Collected data:
---------------
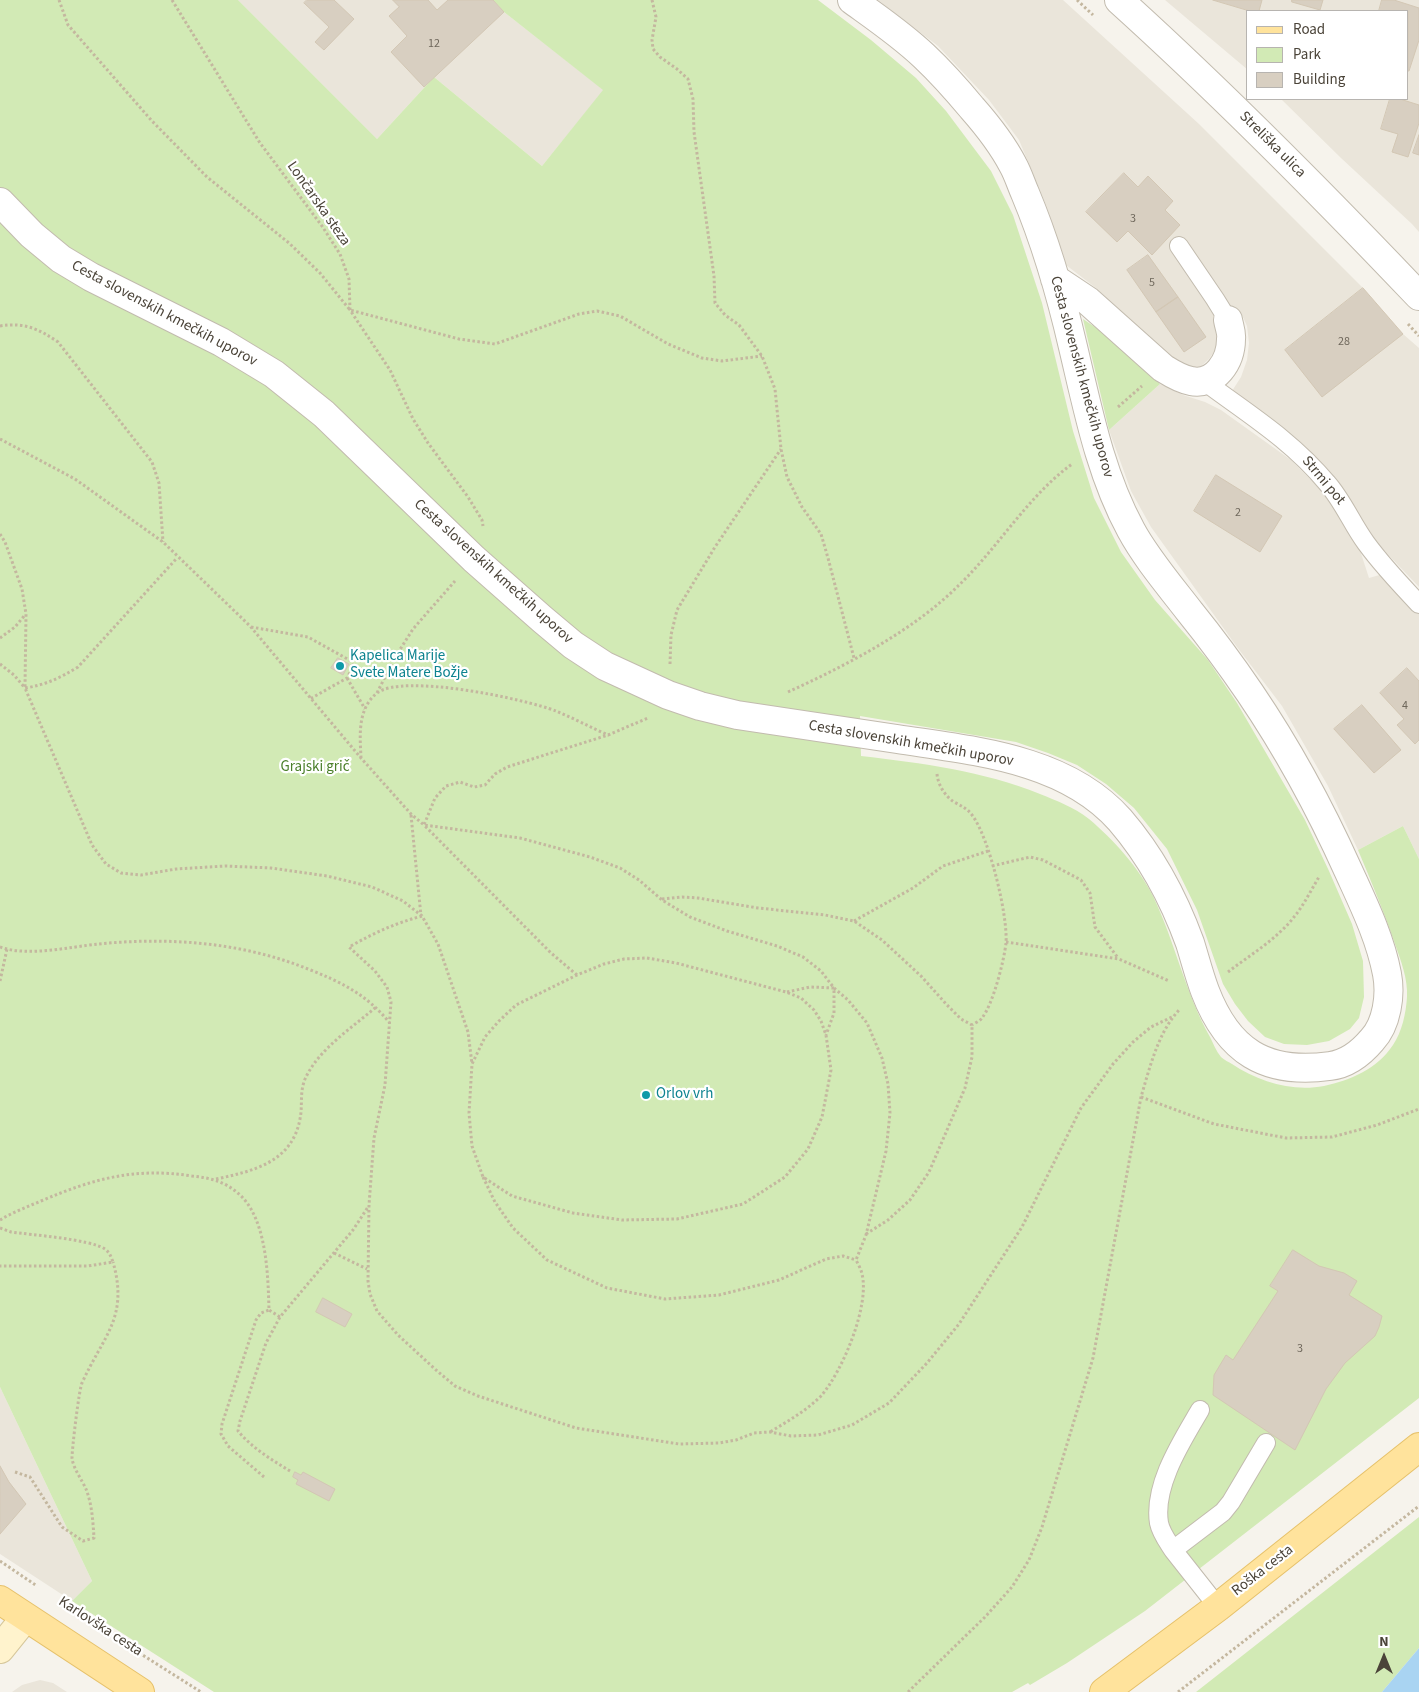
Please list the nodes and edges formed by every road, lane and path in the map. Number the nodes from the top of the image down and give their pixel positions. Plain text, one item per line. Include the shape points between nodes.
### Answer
1 (58, 0) edge
2 (172, 0) edge
3 (652, 0) edge
4 (852, 0) edge
5 (1119, 0) edge
6 (0, 202) edge
7 (1179, 246) dead end
8 (1055, 279) junction
9 (1419, 296) edge
10 (350, 310) junction
11 (1228, 320) joint
12 (0, 326) edge
13 (762, 356) junction
14 (1162, 368) junction
15 (1204, 381) junction
16 (1095, 438) junction
17 (0, 439) edge
18 (781, 449) junction
19 (0, 534) edge
20 (163, 542) junction
21 (177, 558) junction
22 (474, 558) junction
23 (1419, 604) edge
24 (26, 614) junction
25 (250, 626) junction
26 (0, 638) edge
27 (854, 658) junction
28 (0, 664) edge
29 (348, 678) junction
30 (813, 680) dead end
31 (25, 688) junction
32 (377, 693) junction
33 (668, 695) junction
34 (310, 699) junction
35 (365, 709) junction
36 (608, 735) junction
37 (937, 746) junction
38 (360, 758) junction
39 (411, 814) junction
40 (424, 825) junction
41 (1337, 846) junction
42 (988, 851) junction
43 (992, 866) junction
44 (662, 900) junction
45 (422, 916) junction
46 (854, 921) junction
47 (1006, 942) junction
48 (0, 947) edge
49 (7, 949) junction
50 (1119, 959) junction
51 (577, 974) junction
52 (0, 981) edge
53 (1203, 986) junction
54 (834, 988) junction
55 (786, 992) junction
56 (376, 1007) junction
57 (1174, 1016) junction
58 (390, 1023) junction
59 (972, 1025) junction
60 (826, 1035) junction
61 (472, 1064) junction
62 (1141, 1097) junction
63 (1419, 1109) edge
64 (483, 1177) junction
65 (216, 1179) junction
66 (369, 1205) junction
67 (0, 1220) edge
68 (0, 1228) edge
69 (866, 1234) junction
70 (334, 1253) junction
71 (856, 1260) junction
72 (113, 1262) junction
73 (0, 1266) edge
74 (368, 1270) junction
75 (270, 1310) junction
76 (280, 1317) junction
77 (1200, 1410) dead end
78 (770, 1432) junction
79 (1266, 1443) dead end
80 (1419, 1447) edge
81 (290, 1471) dead end
82 (15, 1472) dead end
83 (264, 1477) dead end
84 (1419, 1506) edge
85 (1174, 1550) junction
86 (0, 1561) edge
87 (39, 1588) dead end
88 (0, 1600) edge
89 (1218, 1607) junction
90 (25, 1618) junction
91 (119, 1640) dead end
92 (0, 1649) edge
93 (140, 1692) edge
94 (202, 1692) edge
95 (908, 1692) edge
96 (1104, 1692) edge
97 (1178, 1692) edge

1 - 10 path via 68,25 152,121 207,178 289,243 320,273
2 - 10 path, Lončarska steza via 260,143 340,254 348,279
3 - 13 path via 656,17 653,49 688,79 693,99 694,132 715,303 740,326
4 - 8 street, Cesta slovenskih kmečkih uporov via 923,55 989,127 1013,165 1037,222
5 - 9 street, Streliška ulica via 1282,154
6 - 22 street, Cesta slovenskih kmečkih uporov via 32,235 91,277 221,342 274,374 324,414
7 - 11 lane
8 - 14 street, Strmi pot via 1088,301
8 - 16 street, Cesta slovenskih kmečkih uporov
10 - 13 path via 459,339 495,344 579,314 597,311 620,316 668,344 702,358 722,361
10 - 22 path, Lončarska steza via 390,370 428,443 482,520 483,546
11 - 15 street via 1232,337 1225,364 1216,375
12 - 20 path via 7,324 41,330 58,342 152,462 159,482
13 - 18 path via 775,389
14 - 15 street, Strmi pot via 1192,381
14 - 16 path
15 - 23 lane, Strmi pot via 1298,451 1344,505 1365,542
16 - 27 path via 1047,485 959,586 892,637
16 - 41 street, Cesta slovenskih kmečkih uporov via 1107,479 1132,533 1276,732
17 - 20 path via 75,479
18 - 27 path via 788,478 802,507 821,534
18 - 33 path via 677,610 671,634
19 - 24 path via 22,590
20 - 21 path
21 - 25 path
21 - 31 path via 78,667 60,679
22 - 32 path, Lončarska steza via 413,630
22 - 33 street, Cesta slovenskih kmečkih uporov via 573,645 605,666
24 - 26 path via 15,628
24 - 31 path
25 - 29 path via 308,637 351,661 353,667
25 - 34 path
27 - 30 path
28 - 31 path
29 - 34 path
29 - 35 path
31 - 45 path via 92,845 106,864 121,873 141,875 225,866 271,868 372,887 402,901
32 - 35 path, Lončarska steza
32 - 36 path via 402,685 438,686 496,695 555,710
33 - 36 path via 650,717
33 - 37 street, Cesta slovenskih kmečkih uporov via 737,715
34 - 38 path
35 - 38 path via 360,727
36 - 40 path via 507,767 485,785 474,787 460,782 446,786 435,798
37 - 42 path via 937,778 944,794 964,806 973,816
37 - 53 street, Cesta slovenskih kmečkih uporov via 1034,766 1071,782 1102,802 1144,851 1170,896
38 - 39 path
39 - 40 path
39 - 45 path
40 - 44 path via 520,838 590,857 620,868
40 - 51 path via 551,953
41 - 53 path via 1294,918 1281,932
41 - 53 street, Cesta slovenskih kmečkih uporov via 1380,947 1388,979 1387,1010 1377,1035 1360,1052 1338,1065 1277,1066 1252,1056 1231,1039 1216,1017
42 - 43 path
42 - 46 path via 943,866 913,888
43 - 47 path via 1002,897
43 - 50 path via 1030,857 1043,860 1081,880 1090,894 1095,927
44 - 46 path via 682,896
44 - 54 path via 690,917 727,932 803,957 821,970
45 - 58 path via 380,930 349,947 375,970 387,987 391,1002
45 - 61 path via 438,944 468,1032
46 - 59 path via 882,940 921,976 947,1006
47 - 50 path
47 - 59 path via 994,994 981,1019
48 - 49 path
49 - 52 path
49 - 56 path via 49,951 148,941 242,949 286,960 336,980
50 - 53 path via 1182,986
51 - 55 path via 624,959 647,958
51 - 61 path via 516,1006 485,1037
53 - 57 path
54 - 55 path via 810,987
54 - 60 path via 834,1013
54 - 69 path via 867,1023 882,1058 888,1084 890,1113 886,1151
55 - 60 path via 800,998 814,1010
56 - 58 path
56 - 65 path via 313,1065 302,1090 301,1117 296,1134 287,1149 260,1167
57 - 62 path via 1158,1045
57 - 78 path via 1151,1027 1113,1064 1081,1108 1022,1227 959,1324 889,1403 852,1425 818,1435 791,1436
58 - 66 path via 385,1084 374,1138
59 - 69 path via 972,1057 965,1088 929,1172 910,1200
60 - 64 path via 830,1070 822,1118 808,1149 785,1177 743,1204 677,1219 622,1220 573,1213 512,1196
61 - 64 path via 469,1113 472,1146
62 - 63 path via 1214,1124 1286,1138 1332,1137
62 - 95 path via 1093,1358 1042,1527 1029,1560 1012,1587
64 - 71 path via 513,1228 547,1260 607,1288 665,1299 719,1295 779,1280 826,1259 842,1256
65 - 67 path via 174,1173 117,1175 58,1194
65 - 75 path via 240,1195 254,1218 267,1266
66 - 70 path
66 - 74 path
68 - 72 path via 91,1244 104,1249
69 - 71 path
70 - 74 path
70 - 76 path
71 - 78 path via 862,1275 862,1297 856,1327 842,1363 821,1396
72 - 73 path via 88,1266
72 - 82 path via 118,1280 118,1306 110,1331 81,1384 72,1459 87,1491 94,1538 83,1541 62,1527 30,1477
74 - 78 path via 370,1294 378,1311 398,1335 455,1386 478,1396 576,1428 680,1444 719,1443
75 - 76 path
75 - 83 path via 261,1313 256,1320 221,1434 228,1446
76 - 81 path via 266,1344 238,1431 271,1460
77 - 85 lane via 1174,1458 1160,1498 1159,1523
79 - 85 lane via 1223,1512
80 - 89 main road, Roška cesta
84 - 97 path
85 - 89 lane
86 - 87 path
88 - 90 main road
89 - 96 main road, Roška cesta
90 - 92 street
90 - 93 main road
91 - 94 path, Karlovška cesta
---------------
▶ _REQUIRED ACTION_: Scan the lines above for the word "Roška". Return each one that has it.

▶ _YOUR SOLUTION_:
80 - 89 main road, Roška cesta
89 - 96 main road, Roška cesta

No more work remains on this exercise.